Heightened risks as thousands of migrants return to Ethiopia amid the coronavirus pandemic
Addis Ababa, Ethiopia
Berhan Berhe, 17, thought he could secure a brighter future for his family when he travelled abroad to find work. Like many young people, he decided to travel to Saudi Arabia via Djibouti and Yemen from his home in the northern Tigray Region of Ethiopia. However, his dreams were shattered when he was captured in Yemen by human traffickers. He is one of many young people who embark on this nightmarish journey only to face trafficking, kidnapping, abuse and torture until they pay ransom.
After enduring five months of captivity, Berhan was released by his captors without paying ransom. He proceeded to Saudi Arabia where he was detained by authorities upon arrival. After a month in detention, he was deported to Ethiopia where he says he has a chance to reunite with his family and rebuild his life. Yet that chance has to wait because, amidst the coronavirus pandemic, Berhan and other returnees need to go through a 14-day quarantine to ensure they are in good health and have not been infected with the virus. With more returnees expected this month, the resulting demands on the country’s health system are unprecedented. At the time of writing, Ethiopia had reported 85 cases of coronavirus and three deaths.

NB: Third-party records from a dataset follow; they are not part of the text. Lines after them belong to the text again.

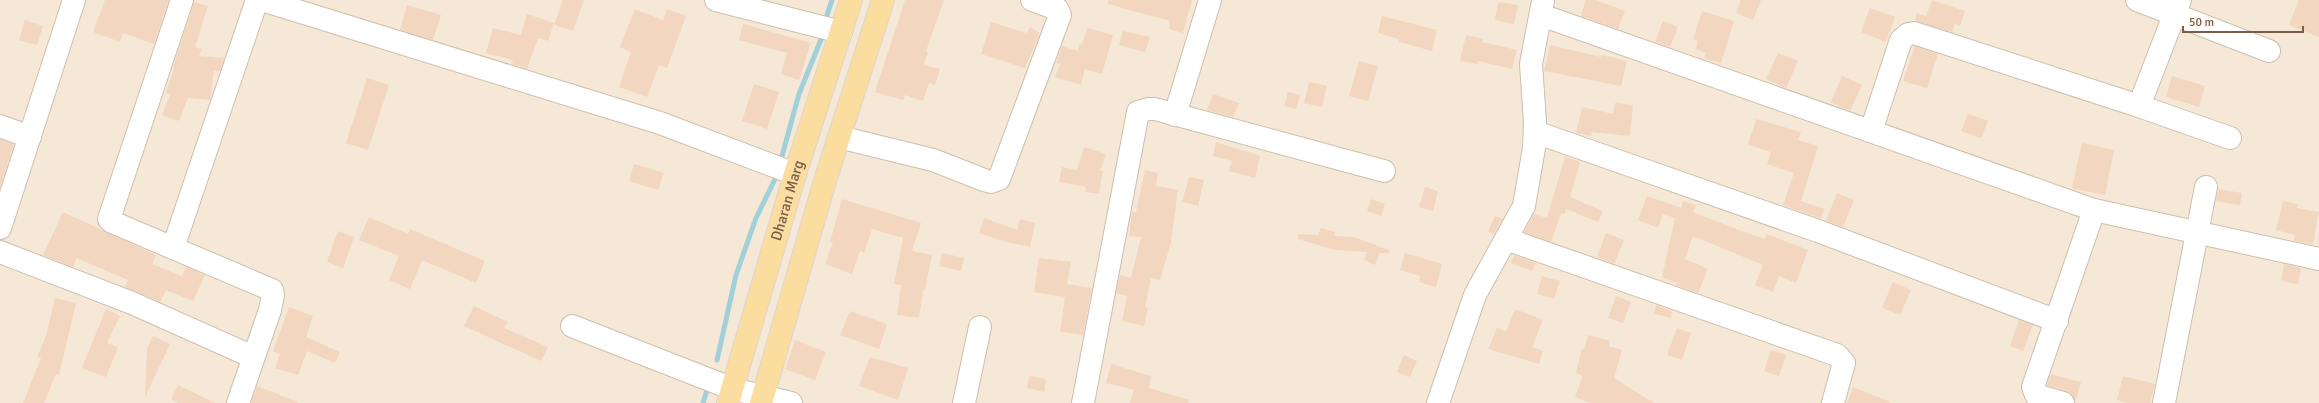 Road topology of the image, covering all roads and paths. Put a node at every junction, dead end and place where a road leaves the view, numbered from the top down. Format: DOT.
graph roads {
  1 [pos="74,0"];
  2 [pos="182,0"];
  3 [pos="257,0"];
  4 [pos="262,0"];
  5 [pos="716,0"];
  6 [pos="851,0"];
  7 [pos="883,0"];
  8 [pos="1032,0"];
  9 [pos="1210,0"];
  10 [pos="2137,0"];
  11 [pos="1542,7"];
  12 [pos="2177,7"];
  13 [pos="841,32"];
  14 [pos="2269,51"];
  15 [pos="2139,106"];
  16 [pos="1175,115"];
  17 [pos="0,126"];
  18 [pos="1871,131"];
  19 [pos="1534,132"];
  20 [pos="30,137"];
  21 [pos="839,137"];
  22 [pos="2230,138"];
  23 [pos="1384,171"];
  24 [pos="795,174"];
  25 [pos="2206,187"];
  26 [pos="2094,210"];
  27 [pos="0,228"];
  28 [pos="2197,233"];
  29 [pos="1506,239"];
  30 [pos="173,248"];
  31 [pos="0,252"];
  32 [pos="2319,259"];
  33 [pos="2057,321"];
  34 [pos="572,326"];
  35 [pos="980,327"];
  36 [pos="253,357"];
  37 [pos="730,396"];
  38 [pos="762,400"];
  39 [pos="238,403"];
  40 [pos="791,403"];
  41 [pos="964,403"];
  42 [pos="1084,403"];
  43 [pos="1438,403"];
  44 [pos="1832,403"];
  45 [pos="2063,403"];
  46 [pos="2164,403"];
  1 -- 20 [label="street"];
  2 -- 30 [label="street"];
  3 -- 30 [label="street"];
  4 -- 24 [label="street"];
  5 -- 13 [label="street"];
  6 -- 13 [label="main road, Dharan Marg"];
  7 -- 21 [label="main road, Dharan Marg"];
  8 -- 21 [label="street"];
  9 -- 16 [label="street"];
  10 -- 12 [label="street"];
  11 -- 18 [label="street"];
  11 -- 19 [label="street"];
  12 -- 14 [label="street"];
  12 -- 15 [label="street"];
  13 -- 24 [label="main road, Dharan Marg"];
  15 -- 18 [label="street"];
  15 -- 22 [label="street"];
  16 -- 23 [label="street"];
  16 -- 42 [label="street"];
  17 -- 20 [label="street"];
  18 -- 26 [label="street"];
  19 -- 29 [label="street"];
  19 -- 33 [label="street"];
  20 -- 27 [label="street"];
  21 -- 38 [label="main road, Dharan Marg"];
  24 -- 37 [label="main road, Dharan Marg"];
  25 -- 28 [label="street"];
  26 -- 28 [label="street"];
  26 -- 33 [label="street"];
  28 -- 32 [label="street"];
  28 -- 46 [label="street"];
  29 -- 43 [label="street"];
  29 -- 44 [label="street"];
  30 -- 36 [label="street"];
  31 -- 36 [label="street"];
  33 -- 45 [label="street"];
  34 -- 37 [label="street"];
  35 -- 41 [label="street"];
  36 -- 39 [label="street"];
  37 -- 38 [label="street"];
  38 -- 40 [label="street"];
}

Berhan’s story is like that of thousands of other young people who have embarked on similar treacherous journeys, only to find dangers they had not known existed. After his father passed away, he dropped out of school in third grade and assumed the responsibility of taking care of his family through farming.
“I believed if I went to Saudi Arabia, I would be able to support my mother and three siblings,” he says. Due to limited rain, he was unable to harvest much crop. He reached out to a broker who promised to smuggle him out of the country.
“When we were captured [by traffickers], there were 115 of us in one small room. We were given two slices of bread per day with little water,” he says.
Now back in his country, Berhan is among hundreds of returnees that have arrived in Ethiopia in the last few weeks. Medical doctors and social workers at the quarantine centers are grappling with the growing numbers of returnees.
"Upon arrival, we try to put them in one room each and check for symptoms and fever," says Dr Minyahel Taye, a general practitioner at the Civil Service University Quarantine Centre. "If we find any symptoms or high fever, we take them to a prepared isolation area. Apart from COVID-19, we are also on the lookout for other infectious diseases they might have been exposed to during captivity."
The sudden surge in returnees is straining local capacities, especially the health system. In total, 3,273 returnees have been registered and quarantined at various centers the government has set up in Addis Ababa, including 434 unaccompanied children, 135 of them girls.
Turusew Getahun, a social worker, is working to identify, profile and register unaccompanied children at the center. All unaccompanied minors are classified as vulnerable migrants hence the social workers, in addition to profiling and registering them, identify their needs, look for signs of abuse requiring follow-up services, and obtain information about their families. The latter information is important for initiating a detailed assessment, family tracing, and reunification. In cases where a reunification with the family is not possible, alternative care arrangements are explored in cooperation with social workers or community service workers in their places of origin.
The social workers also identify children who need mental health and psychosocial support. Some of these children will have gone through difficult experiences which include threats by brokers and incarceration in detention centres. The social workers provide basic counselling and refer children with deep psychosocial distress to specialised therapy.
Turusew says she looks forward to reuniting the children with their families when the quarantine is over. In the meantime, she wants them to be protected from COVID-19 during their quarantine.
“Although information [about COVID-19] is being given to all returnees, children [and young people] require specific support and child-focused messaging to help them understand how to protect themselves from the virus,” she says.
“Children need to be prioritized and separated because they are more likely to worry and stress more from hearing about COVID19,”says Goshu Brehane, another social worker at the center. “We also need to prioritize their return once we trace their families.”
Berhan is not disappointed that he was unable to achieve his dream in Saudi Arabia.
“I have seen the dangers and I don’t want to go back. But I hope to find work now that I am back home and be able to support my family.”
The International Organization for Migration and UNICEF are supporting the government to register the returnees, identify those who are vulnerable, especially children, and ensure they are referred to appropriate services based on identified needs. The work also includes tracing the families of unaccompanied children, ensuring the children return safely to their homes, and supporting their reintegration in the community. The two agencies are also supplying the returnees with dignity kits, soap, water where needed, recreational kits, tents, beddings, and other essential non-food items. IOM is supporting the government to develop and implement a plan for the sustainable reintegration of vulnerable returnees.The International Organization for Migration is supporting the government to develop and implement a plan for the sustainable reintegration of vulnerable returnees.
With financial support from the UK’s Department for International Development, UNICEF is implementing a two-year programme to improve protections for children and young people like Berhe. The plan includes training social workers, identifying vulnerable children early, and developing a data management system.